Tras el brote del nuevo coronavirus o COVID-19, según la FAO (Organización de las Naciones Unidas para la Agricultura y la Alimentación), los países de todo el mundo han iniciado a implementar diversas disposiciones destinadas a evitar una mayor propagación de la enfermedad. Sin embargo, esas medidas podrían afectar a la agricultura familiar. Por ejemplo, muchos países están aplicando controles más estrictos al transporte de alimentos y sobre todo a los que son interprovinciales, ya que estos al tener el permiso de movilidad, son también de alto riesgo de propagación.

Sin embargo, la FAO ha indicado que, al inicio del brote de COVID-19, hubo un aumento significativo de la demanda. Según ha explicado, la demanda de alimentos es en general poco elástica y su efecto en el conjunto del consumo será probablemente limitado, aunque los hábitos alimenticios pueden verse alterados. Pues a pesar de las adversidades ocasionadas por este nuevo virus también es el escenario de un nuevo reto para impulsar un modelo de agricultura profesional, social, sostenible y saludable; encomendado a promover el desarrollo de la agricultura familiar como estrategia para combatir las enfermedades que afectan el organismo humano desde un enfoque preventivo direccionado a la buena alimentación, una producción sostenible de alimentos es una iniciativa importante para avanzar en la defensa del ser humano desde los principios de la soberanía y seguridad alimentaria. Pues a partir de este momento es fundamental el consumo frecuente de productos orgánicos, ya que son los comestibles que fortalecen nuestro sistema inmunológico, como también es necesario la apertura de más espacios de comercialización como las ferias agroecológicas.
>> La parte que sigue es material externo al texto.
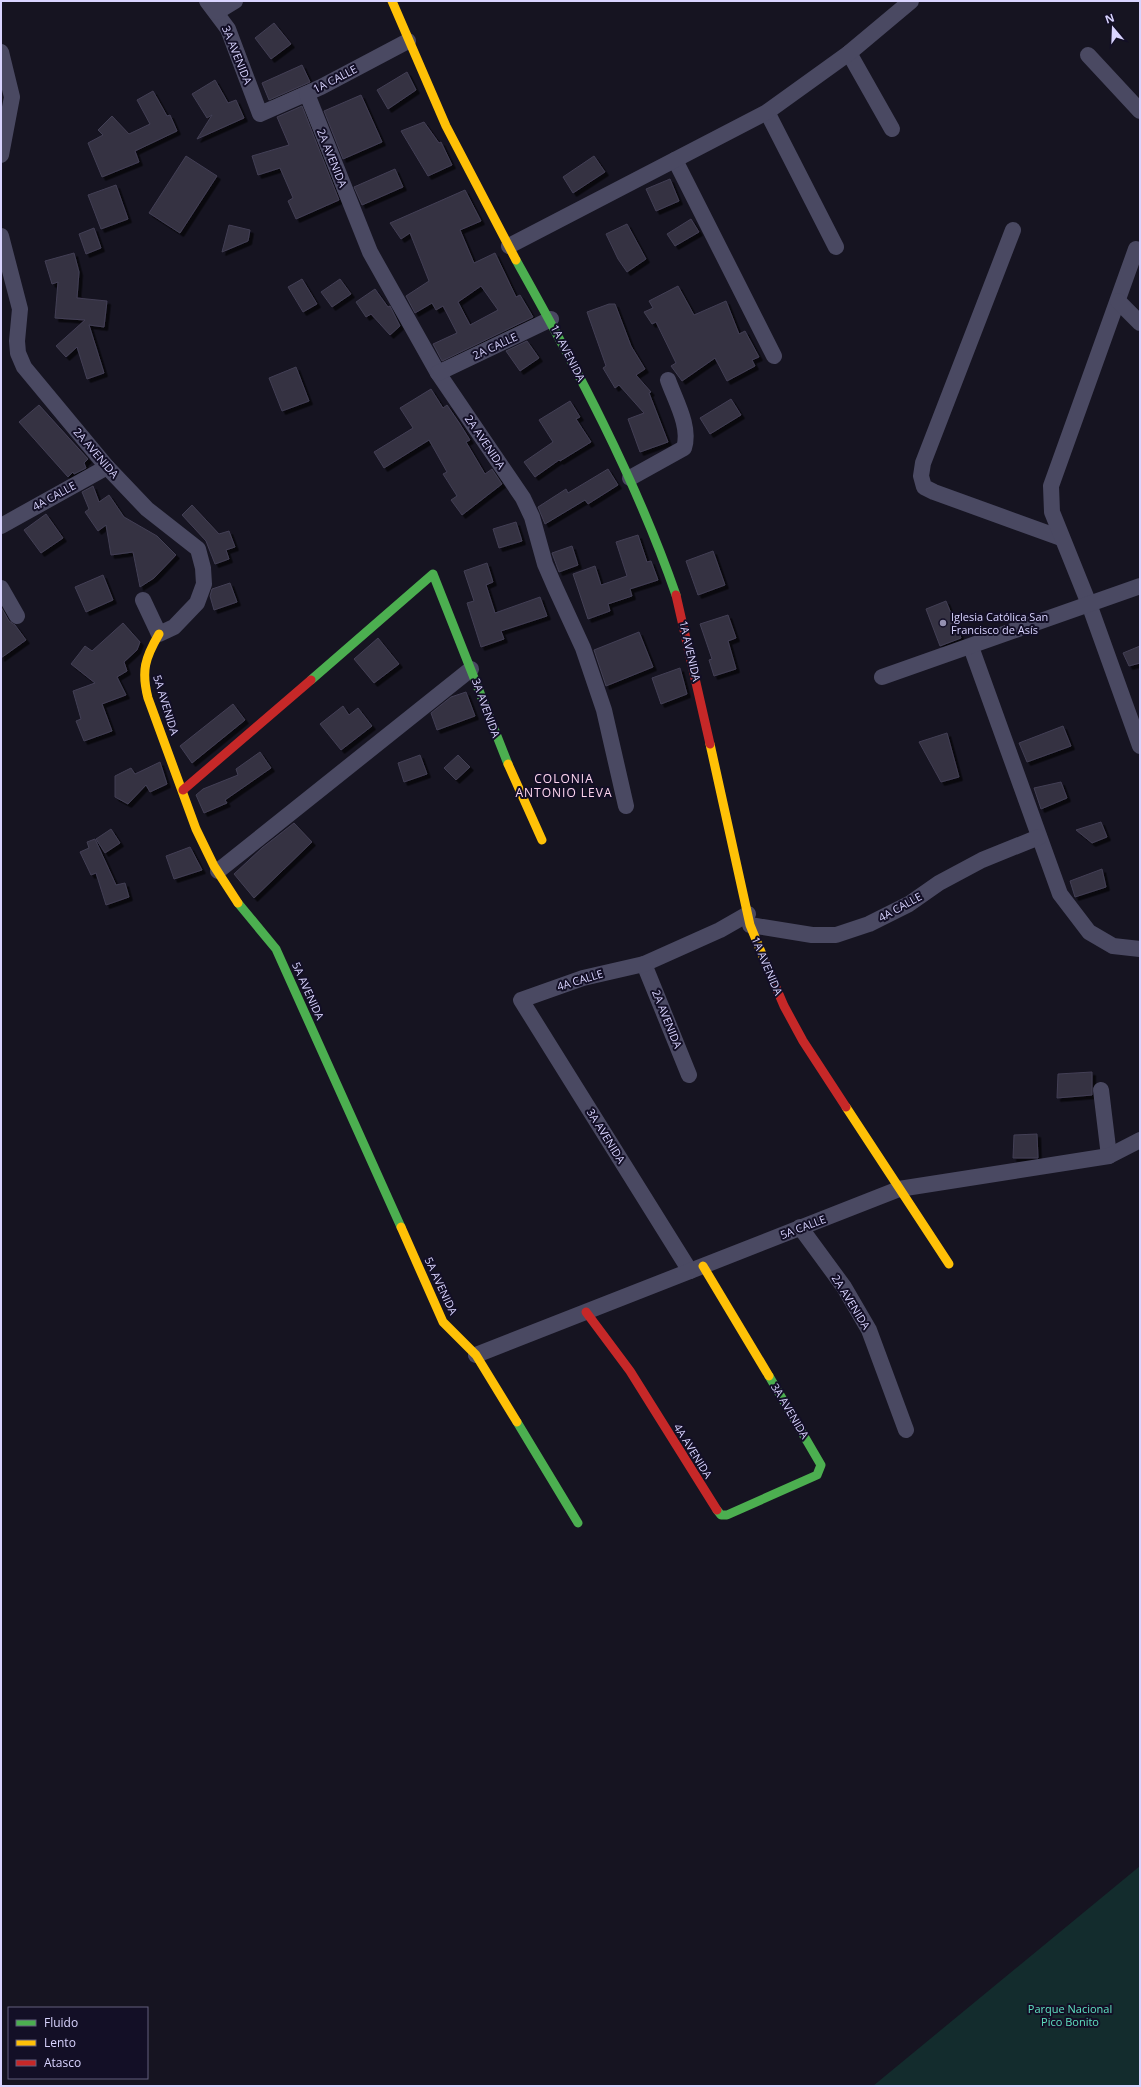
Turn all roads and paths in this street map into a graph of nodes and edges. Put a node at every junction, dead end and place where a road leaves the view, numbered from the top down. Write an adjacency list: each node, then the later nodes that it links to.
1 (235, 1): 4 (street)
2 (392, 1): 5 (street)
3 (911, 1): 7 (street)
4 (212, 7): 12 (street, 3A AVENIDA)
5 (408, 42): 9 (street, 1A CALLE); 18 (street, 1A AVENIDA)
6 (1, 52): 14 (street)
7 (849, 53): 11 (street); 13 (street)
8 (1088, 55): 10 (street)
9 (307, 94): 12 (street, 1A CALLE); 25 (street, 2A AVENIDA)
10 (1140, 111)
11 (767, 112): 15 (street); 19 (street)
12 (260, 114)
13 (892, 129)
14 (1, 155)
15 (675, 160): 18 (street); 24 (street)
16 (1013, 230): 30 (street)
17 (1, 236): 27 (street, 2A AVENIDA)
18 (509, 246): 22 (street, 1A AVENIDA)
19 (836, 247)
20 (1136, 249): 21 (street)
21 (1118, 301): 23 (street); 30 (street)
22 (551, 320): 25 (street, 2A CALLE); 28 (street, 1A AVENIDA)
23 (1140, 323)
24 (774, 356)
25 (438, 373): 42 (street, 2A AVENIDA)
26 (668, 380): 28 (street)
27 (107, 467): 29 (street, 4A CALLE); 36 (street, 2A AVENIDA)
28 (630, 478): 46 (street, 1A AVENIDA)
29 (1, 526)
30 (1061, 538): 34 (street)
31 (1140, 586): 34 (street)
32 (1, 588): 35 (street)
33 (143, 600): 36 (street)
34 (1089, 604): 37 (street); 40 (street)
35 (17, 616)
36 (159, 634): 41 (street, 5A AVENIDA)
37 (971, 647): 39 (street); 43 (street)
38 (471, 668): 41 (street, 3A AVENIDA); 44 (street, 3A AVENIDA); 45 (street)
39 (882, 677)
40 (1140, 746)
41 (183, 790): 45 (street, 5A AVENIDA)
42 (626, 806)
43 (1039, 837): 46 (street, 4A CALLE); 47 (street)
44 (542, 840)
45 (218, 870): 59 (street, 5A AVENIDA)
46 (749, 919): 48 (street, 4A CALLE); 54 (street, 1A AVENIDA)
47 (1140, 949)
48 (644, 964): 49 (street, 4A CALLE); 50 (street, 2A AVENIDA)
49 (521, 1000): 57 (street, 3A AVENIDA)
50 (690, 1074)
51 (1101, 1090): 53 (street)
52 (1140, 1140): 53 (street, 5A CALLE)
53 (1109, 1156): 54 (street, 5A CALLE)
54 (899, 1189): 55 (street, 5A CALLE); 56 (street, 1A AVENIDA)
55 (800, 1227): 57 (street, 5A CALLE); 60 (street, 2A AVENIDA)
56 (949, 1264)
57 (697, 1269): 58 (street, 5A CALLE); 61 (street, 3A AVENIDA)
58 (586, 1312): 59 (street, 5A CALLE); 61 (street, 4A AVENIDA)
59 (476, 1355): 62 (street, 5A AVENIDA)
60 (906, 1430)
61 (817, 1475)
62 (578, 1522)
Por parte del estado es indispensable articular esfuerzos con los pequeños productores para asociarlos con el objetivo de evitar el desabastecimiento de la ciudad por lo cual la pequeña agricultura familiar debe estar estrictamente relacionado con la producción orgánica para mejorar la calidad de vida de la población. No se debe olvidar que el 70% de los alimentos consumidos en el mundo, proceden de la agricultura familiar, a la que se dedican 2.500 millones de personas.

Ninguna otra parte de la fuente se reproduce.